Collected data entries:
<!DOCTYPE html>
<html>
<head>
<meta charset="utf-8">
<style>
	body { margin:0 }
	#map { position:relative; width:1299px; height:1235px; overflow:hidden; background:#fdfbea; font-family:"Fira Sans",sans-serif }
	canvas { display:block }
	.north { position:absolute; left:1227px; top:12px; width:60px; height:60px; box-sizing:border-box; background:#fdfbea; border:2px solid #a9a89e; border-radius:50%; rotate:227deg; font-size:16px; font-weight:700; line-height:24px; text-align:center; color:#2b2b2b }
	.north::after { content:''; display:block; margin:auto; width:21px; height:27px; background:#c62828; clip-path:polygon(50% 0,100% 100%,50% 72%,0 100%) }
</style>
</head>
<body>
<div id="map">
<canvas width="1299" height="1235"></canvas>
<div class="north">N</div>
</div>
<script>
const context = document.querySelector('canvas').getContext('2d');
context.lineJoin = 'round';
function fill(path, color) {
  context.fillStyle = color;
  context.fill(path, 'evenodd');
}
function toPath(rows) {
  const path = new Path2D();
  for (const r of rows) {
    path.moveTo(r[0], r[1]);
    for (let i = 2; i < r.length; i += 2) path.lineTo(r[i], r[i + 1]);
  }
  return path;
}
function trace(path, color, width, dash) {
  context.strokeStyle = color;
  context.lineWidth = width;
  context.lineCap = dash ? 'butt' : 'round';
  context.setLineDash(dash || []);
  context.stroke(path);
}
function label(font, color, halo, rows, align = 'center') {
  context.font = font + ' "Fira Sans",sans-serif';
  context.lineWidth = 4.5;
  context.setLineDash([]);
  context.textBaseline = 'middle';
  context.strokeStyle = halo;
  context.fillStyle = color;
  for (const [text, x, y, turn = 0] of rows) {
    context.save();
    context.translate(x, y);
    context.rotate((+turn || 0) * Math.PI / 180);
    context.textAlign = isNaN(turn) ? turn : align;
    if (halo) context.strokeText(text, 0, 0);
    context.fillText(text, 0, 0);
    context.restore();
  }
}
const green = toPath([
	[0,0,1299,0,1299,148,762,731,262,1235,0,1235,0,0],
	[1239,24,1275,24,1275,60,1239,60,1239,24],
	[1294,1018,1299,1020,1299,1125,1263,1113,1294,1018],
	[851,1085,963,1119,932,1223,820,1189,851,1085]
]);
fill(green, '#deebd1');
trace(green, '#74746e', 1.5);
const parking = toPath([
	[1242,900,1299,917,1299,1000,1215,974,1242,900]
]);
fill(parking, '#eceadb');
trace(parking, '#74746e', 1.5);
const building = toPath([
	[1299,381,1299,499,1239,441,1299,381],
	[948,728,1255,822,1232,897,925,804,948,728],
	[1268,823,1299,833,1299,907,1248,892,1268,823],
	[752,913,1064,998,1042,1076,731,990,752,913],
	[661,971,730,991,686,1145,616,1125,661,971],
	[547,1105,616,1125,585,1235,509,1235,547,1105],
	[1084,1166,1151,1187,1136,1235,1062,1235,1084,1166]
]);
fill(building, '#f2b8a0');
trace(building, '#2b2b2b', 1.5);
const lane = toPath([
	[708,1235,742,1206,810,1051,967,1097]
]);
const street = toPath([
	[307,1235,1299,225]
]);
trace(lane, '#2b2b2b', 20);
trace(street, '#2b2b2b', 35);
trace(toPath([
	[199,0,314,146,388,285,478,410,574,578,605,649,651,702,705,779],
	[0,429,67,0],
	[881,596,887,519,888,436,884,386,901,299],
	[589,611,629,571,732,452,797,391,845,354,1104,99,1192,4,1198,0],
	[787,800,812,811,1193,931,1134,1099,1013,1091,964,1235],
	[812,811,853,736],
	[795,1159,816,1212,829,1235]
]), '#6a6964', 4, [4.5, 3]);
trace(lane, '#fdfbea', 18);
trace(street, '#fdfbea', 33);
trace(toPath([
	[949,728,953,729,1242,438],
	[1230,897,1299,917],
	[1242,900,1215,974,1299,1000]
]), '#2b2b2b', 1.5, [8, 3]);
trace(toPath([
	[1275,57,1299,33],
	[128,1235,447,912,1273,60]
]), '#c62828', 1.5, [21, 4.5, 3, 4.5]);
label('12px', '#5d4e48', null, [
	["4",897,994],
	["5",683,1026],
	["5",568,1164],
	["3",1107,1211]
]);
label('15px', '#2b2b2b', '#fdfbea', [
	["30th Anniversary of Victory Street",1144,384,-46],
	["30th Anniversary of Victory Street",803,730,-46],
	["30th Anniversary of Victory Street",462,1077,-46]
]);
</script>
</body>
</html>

§ **Your goal**:
From the records above, copy out the line with "context.font = font", the line with "[1242,900,1299,917,1299,1000,1215,974,1242,900]", and every line between them, word for word.

§ **Task result**:
  context.font = font + ' "Fira Sans",sans-serif';
  context.lineWidth = 4.5;
  context.setLineDash([]);
  context.textBaseline = 'middle';
  context.strokeStyle = halo;
  context.fillStyle = color;
  for (const [text, x, y, turn = 0] of rows) {
    context.save();
    context.translate(x, y);
    context.rotate((+turn || 0) * Math.PI / 180);
    context.textAlign = isNaN(turn) ? turn : align;
    if (halo) context.strokeText(text, 0, 0);
    context.fillText(text, 0, 0);
    context.restore();
  }
}
const green = toPath([
	[0,0,1299,0,1299,148,762,731,262,1235,0,1235,0,0],
	[1239,24,1275,24,1275,60,1239,60,1239,24],
	[1294,1018,1299,1020,1299,1125,1263,1113,1294,1018],
	[851,1085,963,1119,932,1223,820,1189,851,1085]
]);
fill(green, '#deebd1');
trace(green, '#74746e', 1.5);
const parking = toPath([
	[1242,900,1299,917,1299,1000,1215,974,1242,900]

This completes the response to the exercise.